I am having trouble writing a custom predict method using MLFlow and pyspark (2.4.0). What I have so far is a custom transformer that changes the data into the format I need.
class CustomGroupBy(Transformer):
def __init__(self):
pass
def _transform(self, dataset):
df = dataset.select("userid", explode(split("widgetid", ',')).alias("widgetid"))
return(df)
Then I built a custom estimator to run one of the pyspark machine learning algorithms
class PipelineFPGrowth(Estimator, HasInputCol, DefaultParamsReadable, DefaultParamsWritable):
def __init__(self, inputCol=None, minSupport=0.005, minConfidence=0.01):
super(PipelineFPGrowth, self).__init__()
self.minSupport = minSupport
self.minConfidence = minConfidence
def setInputCol(self, value):
return(self._set(inputCol=value))
def _fit(self, dataset):
c = self.getInputCol()
fpgrowth = FPGrowth(itemsCol=c, minSupport=self.minSupport, minConfidence=self.minConfidence)

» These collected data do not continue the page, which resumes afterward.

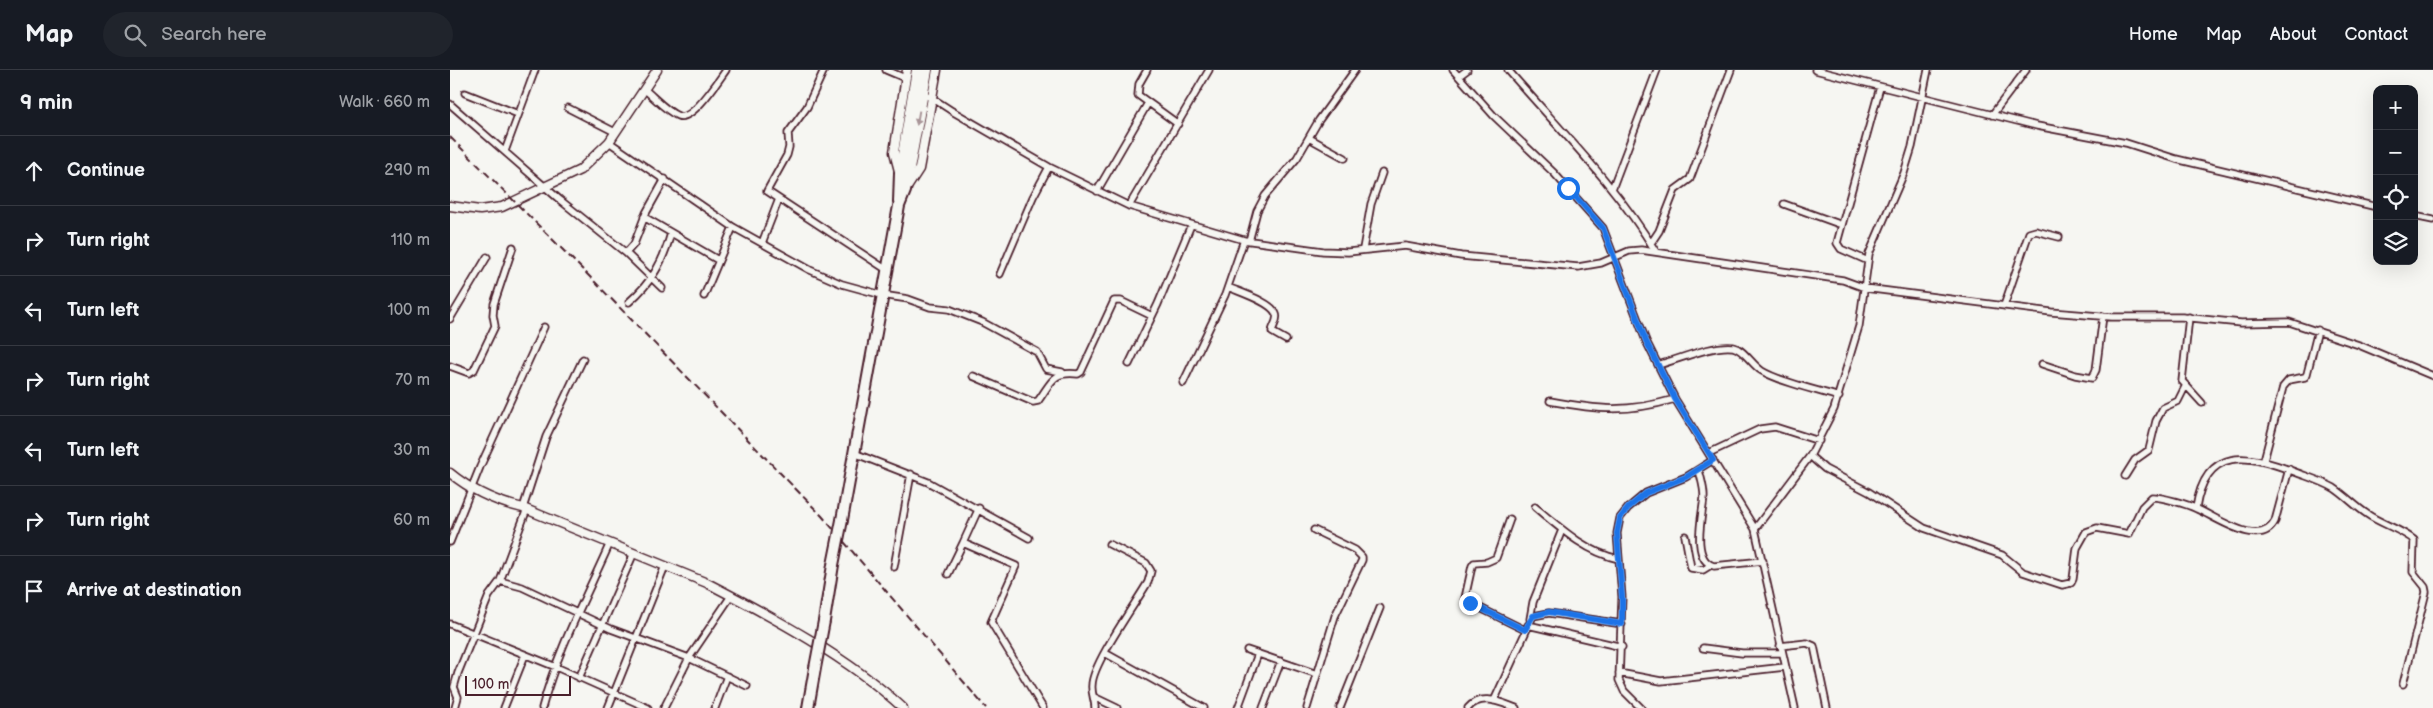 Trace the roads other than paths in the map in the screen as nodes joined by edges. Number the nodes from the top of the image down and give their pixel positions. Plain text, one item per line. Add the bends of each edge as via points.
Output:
1 (535, 70) edge
2 (657, 70) edge
3 (726, 70) edge
4 (824, 70) edge
5 (886, 70) edge
6 (917, 70) edge
7 (927, 70) edge
8 (937, 70) edge
9 (1146, 70) edge
10 (1209, 70) edge
11 (1355, 70) edge
12 (1453, 70) edge
13 (1466, 70) edge
14 (1508, 70) edge
15 (1657, 70) edge
16 (1731, 70) edge
17 (1815, 70) edge
18 (1928, 70) edge
19 (2026, 70) edge
20 (906, 74) edge
21 (1459, 76) junction
22 (1880, 87) junction
23 (644, 89) junction
24 (465, 93) dead end
25 (922, 94) junction
26 (1921, 97) junction
27 (1148, 103) junction
28 (450, 104) edge
29 (568, 108) dead end
30 (518, 114) junction
31 (1992, 115) junction
32 (1178, 124) junction
33 (615, 132) junction
34 (1309, 138) junction
35 (609, 142) junction
36 (505, 150) junction
37 (1345, 158) dead end
38 (1049, 167) junction
39 (900, 173) junction
40 (1382, 173) dead end
41 (665, 180) junction
42 (545, 186) junction
43 (1612, 188) junction
44 (1097, 191) junction
45 (779, 199) junction
46 (1784, 204) dead end
47 (450, 206) edge
48 (899, 206) junction
49 (1129, 206) junction
50 (2373, 206) edge
51 (644, 217) junction
52 (2418, 217) edge
53 (2433, 220) edge
54 (1191, 224) junction
55 (1842, 225) junction
56 (732, 227) junction
57 (671, 233) junction
58 (2059, 237) dead end
59 (1247, 241) junction
60 (762, 243) junction
61 (1651, 243) junction
62 (513, 247) dead end
63 (1363, 249) junction
64 (1656, 252) junction
65 (626, 253) junction
66 (487, 257) dead end
67 (1615, 257) junction
68 (718, 260) junction
69 (1868, 260) junction
70 (887, 270) junction
71 (1000, 274) dead end
72 (652, 279) junction
73 (1228, 287) junction
74 (662, 288) dead end
75 (1865, 288) junction
76 (882, 295) junction
77 (704, 296) dead end
78 (629, 302) dead end
79 (2004, 306) junction
80 (1152, 316) junction
81 (2103, 316) junction
82 (2189, 317) junction
83 (450, 319) edge
84 (544, 327) dead end
85 (2318, 330) junction
86 (1286, 340) dead end
87 (583, 359) dead end
88 (1129, 364) dead end
89 (2042, 364) dead end
90 (1658, 365) junction
91 (450, 366) edge
92 (1062, 372) junction
93 (973, 376) dead end
94 (2433, 376) edge
95 (1183, 383) dead end
96 (2186, 387) junction
97 (1839, 397) junction
98 (1675, 399) junction
99 (1550, 401) dead end
100 (2202, 404) dead end
101 (1819, 440) junction
102 (1709, 453) junction
103 (854, 454) junction
104 (1810, 456) junction
105 (1713, 460) junction
106 (2264, 460) junction
107 (2289, 469) junction
108 (1699, 470) junction
109 (450, 473) edge
110 (911, 474) junction
111 (2126, 476) dead end
112 (472, 488) junction
113 (1536, 507) dead end
114 (525, 508) junction
115 (979, 508) junction
116 (2196, 508) junction
117 (1510, 519) dead end
118 (1755, 529) junction
119 (1314, 530) dead end
120 (1562, 530) junction
121 (1685, 536) dead end
122 (1029, 538) dead end
123 (450, 542) edge
124 (610, 543) junction
125 (963, 543) junction
126 (1109, 544) dead end
127 (634, 553) junction
128 (1619, 559) junction
129 (1763, 561) junction
130 (1711, 565) junction
131 (664, 566) junction
132 (894, 567) dead end
133 (948, 574) dead end
134 (500, 580) junction
135 (731, 596) junction
136 (1380, 608) dead end
137 (578, 614) junction
138 (450, 624) edge
139 (1622, 624) junction
140 (603, 625) junction
141 (1527, 625) junction
142 (474, 633) junction
143 (638, 638) junction
144 (1622, 646) junction
145 (1780, 646) junction
146 (1703, 648) dead end
147 (1247, 650) dead end
148 (1105, 653) junction
149 (1782, 653) junction
150 (1258, 654) junction
151 (525, 655) junction
152 (689, 658) junction
153 (1281, 661) junction
154 (556, 667) junction
155 (1785, 667) junction
156 (1619, 673) junction
157 (1317, 674) junction
158 (727, 676) junction
159 (579, 678) junction
160 (2402, 684) dead end
161 (747, 686) dead end
162 (615, 693) junction
163 (1094, 697) junction
164 (1494, 700) junction
165 (902, 707) edge
166 (455, 708) edge
167 (504, 708) edge
168 (542, 708) edge
169 (608, 708) edge
170 (648, 708) edge
171 (664, 708) edge
172 (715, 708) edge
173 (808, 708) edge
174 (1042, 708) edge
175 (1095, 708) edge
176 (1117, 708) edge
177 (1204, 708) edge
178 (1238, 708) edge
179 (1263, 708) edge
180 (1307, 708) edge
181 (1340, 708) edge
182 (1468, 708) edge
183 (1516, 708) edge
184 (1641, 708) edge
185 (1795, 708) edge
186 (1827, 708) edge

1 - 30 street
2 - 23 main road
3 - 23 street via 686,117 671,112
4 - 45 street via 807,107 788,132 787,155 767,191
5 - 20 street
6 - 25 highway
7 - 25 highway
8 - 25 main road
9 - 27 street via 1137,91
10 - 32 street
11 - 34 street
12 - 21 street
13 - 21 street
14 - 43 street
15 - 43 street
16 - 61 street via 1690,179 1674,190
17 - 22 street
18 - 26 street
19 - 31 street
20 - 39 main road via 894,152
21 - 67 street via 1494,116 1597,219
22 - 26 street
22 - 55 street
23 - 33 main road
24 - 30 street
25 - 38 street
25 - 39 highway
25 -> 48 highway via 905,191
26 - 31 street
26 - 69 street via 1904,173
27 - 32 street
27 - 44 street
28 - 36 street
29 - 33 street
30 - 36 street
31 - 50 street via 2126,142 2176,159
32 - 49 street
33 - 35 main road
34 - 37 street
34 - 59 street via 1260,203
35 - 41 street
35 - 42 main road via 580,170
36 - 42 street
38 - 44 street
38 - 71 street
39 - 48 highway
40 - 63 street via 1371,204
41 - 51 street
41 - 56 street
42 - 47 main road via 492,209 465,210
42 - 65 street
43 - 61 street
44 - 49 street
45 - 60 street
45 - 70 street
46 - 55 street
48 - 70 highway
49 - 54 street
51 - 57 street
51 - 65 street via 634,244
52 - 53 street
54 - 59 street
54 - 80 street
55 - 69 street via 1838,246
56 - 60 street
56 - 68 street
57 - 68 street
57 - 72 street via 666,252
58 - 79 street via 2036,231 2029,233
59 - 63 street via 1312,251
59 - 73 street
60 - 76 street via 830,279
61 - 64 street
62 - 91 street via 494,304 495,326 474,370 469,373
63 - 67 street via 1405,246 1461,256 1578,267
64 - 67 street via 1629,251
64 - 75 street via 1843,280
65 - 72 street
66 - 83 street
67 - 90 street
68 - 77 street
69 - 75 street
70 - 76 highway
72 - 74 street
72 - 78 street
73 - 86 street via 1258,299 1274,310 1277,319 1272,332
73 - 95 street
75 - 79 street
75 - 97 street via 1859,326
76 - 92 street via 949,309 982,322 1037,352 1046,369
76 - 103 highway
79 - 81 street
80 - 88 street
80 - 92 street via 1121,301 1114,301 1082,372
81 - 82 street
81 - 89 street via 2096,370 2092,378
82 - 85 street via 2241,323 2278,321
82 - 96 street via 2182,377
84 - 112 street
85 - 94 street
85 - 106 street via 2308,374 2289,380 2283,387
87 - 114 street via 546,437
90 - 97 street via 1732,347 1768,374
90 - 98 street
92 - 93 street via 1038,401 1033,402
96 - 100 street
96 - 111 street via 2178,401 2160,412 2149,450 2135,460
97 - 101 street
98 - 99 street via 1638,408 1612,410
98 - 102 street
101 - 102 street via 1782,428 1768,428
101 - 104 street
102 - 105 street
103 - 110 street
103 - 173 highway, bridge
104 - 116 street via 1924,528 2002,555 2023,572 2062,585 2071,583 2073,579 2077,548 2086,532 2097,528 2129,534 2142,507 2152,497
104 - 118 street
105 - 108 street
105 - 118 street
106 - 107 street
106 - 116 street via 2238,459 2213,468 2203,481
107 - 116 street via 2275,522 2267,532 2240,530
107 - 160 street via 2334,488 2366,514 2414,540 2413,572 2426,592
108 - 128 street via 1654,488 1628,508 1618,526
108 - 130 street via 1704,495 1699,535 1703,554
109 - 112 main road
110 - 115 street
110 - 132 street
112 - 114 main road via 495,500
112 - 123 street
113 - 120 street
114 - 124 main road
114 - 134 street
115 - 122 street
115 - 125 street
117 - 141 street via 1496,558 1474,562 1465,598 1470,603
118 - 129 street
119 - 157 street via 1362,556 1335,616
120 - 128 street via 1596,552
120 - 141 street
121 - 130 street via 1691,568 1703,570
124 - 127 main road
124 - 137 street
125 - 133 street
125 - 174 street via 1016,566 990,622
126 - 148 street via 1146,563 1152,571
127 - 131 main road
127 - 140 street
128 - 139 street
129 - 130 street
129 - 145 street
131 - 135 main road
131 - 143 street
134 - 137 street
134 - 142 street via 489,596
135 - 152 street
135 - 165 main road via 832,655
136 - 181 street
137 - 140 street
137 - 154 street
138 - 142 street
139 - 141 street via 1549,612 1533,616
139 - 144 street
140 - 143 street
140 - 159 street
141 - 144 street
141 - 164 street
142 - 151 street
142 - 166 street via 454,685 458,697
143 - 152 street
143 - 162 street
144 - 156 street
145 - 149 street
145 - 186 street via 1814,646
146 - 149 street
147 - 150 street
148 - 163 street via 1093,678
148 - 177 street
149 - 155 street
150 - 153 street
150 - 178 street
151 - 154 street
151 - 167 street
152 - 158 street
152 - 171 street
153 - 157 street
153 - 179 street
154 - 159 street
154 - 168 street
155 - 156 street via 1661,681
155 - 185 street
156 - 184 street via 1620,685
157 - 180 street
158 - 161 street
158 - 172 street
159 - 162 street
162 - 169 street
162 - 170 street
163 - 175 street
163 - 176 street
164 - 182 street via 1479,700
164 - 183 street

model = fpgrowth.fit(dataset)
return(model)
This runs in the MLFlow pipeline.
pipeline = Pipeline(stages = [CustomGroupBy,PipelineFPGrowth]).fit(df)
This all works. If I create a new pyspark dataframe with new data to predict on, I get predictions.
newDF = spark.createDataFrame([(123456,['123ABC', '789JSF'])], ["userid", "widgetid"])
pipeline.stages[1].transform(newDF).show(3, False)
# How to access frequent itemset.
pipeline.stages[1].freqItemsets.show(3, False)
Where I run into problems is writing a custom predict. I need to append the frequent itemset that FPGrowth generates to the end of the predictions. I have written the logic for that, but I am having a hard time figuring out how to put it into a custom method. I have tried adding it to my custom estimator but this didn't work. Then I wrote a separate class to take in the returned model and give the extended predictions. This was also unsuccessful.
Eventually I need to log and save the model so I can Dockerize it, which means I will need a custom flavor and to use the pyfunc function. Does anyone have a hint on how to extend the predict method and then log and save the model?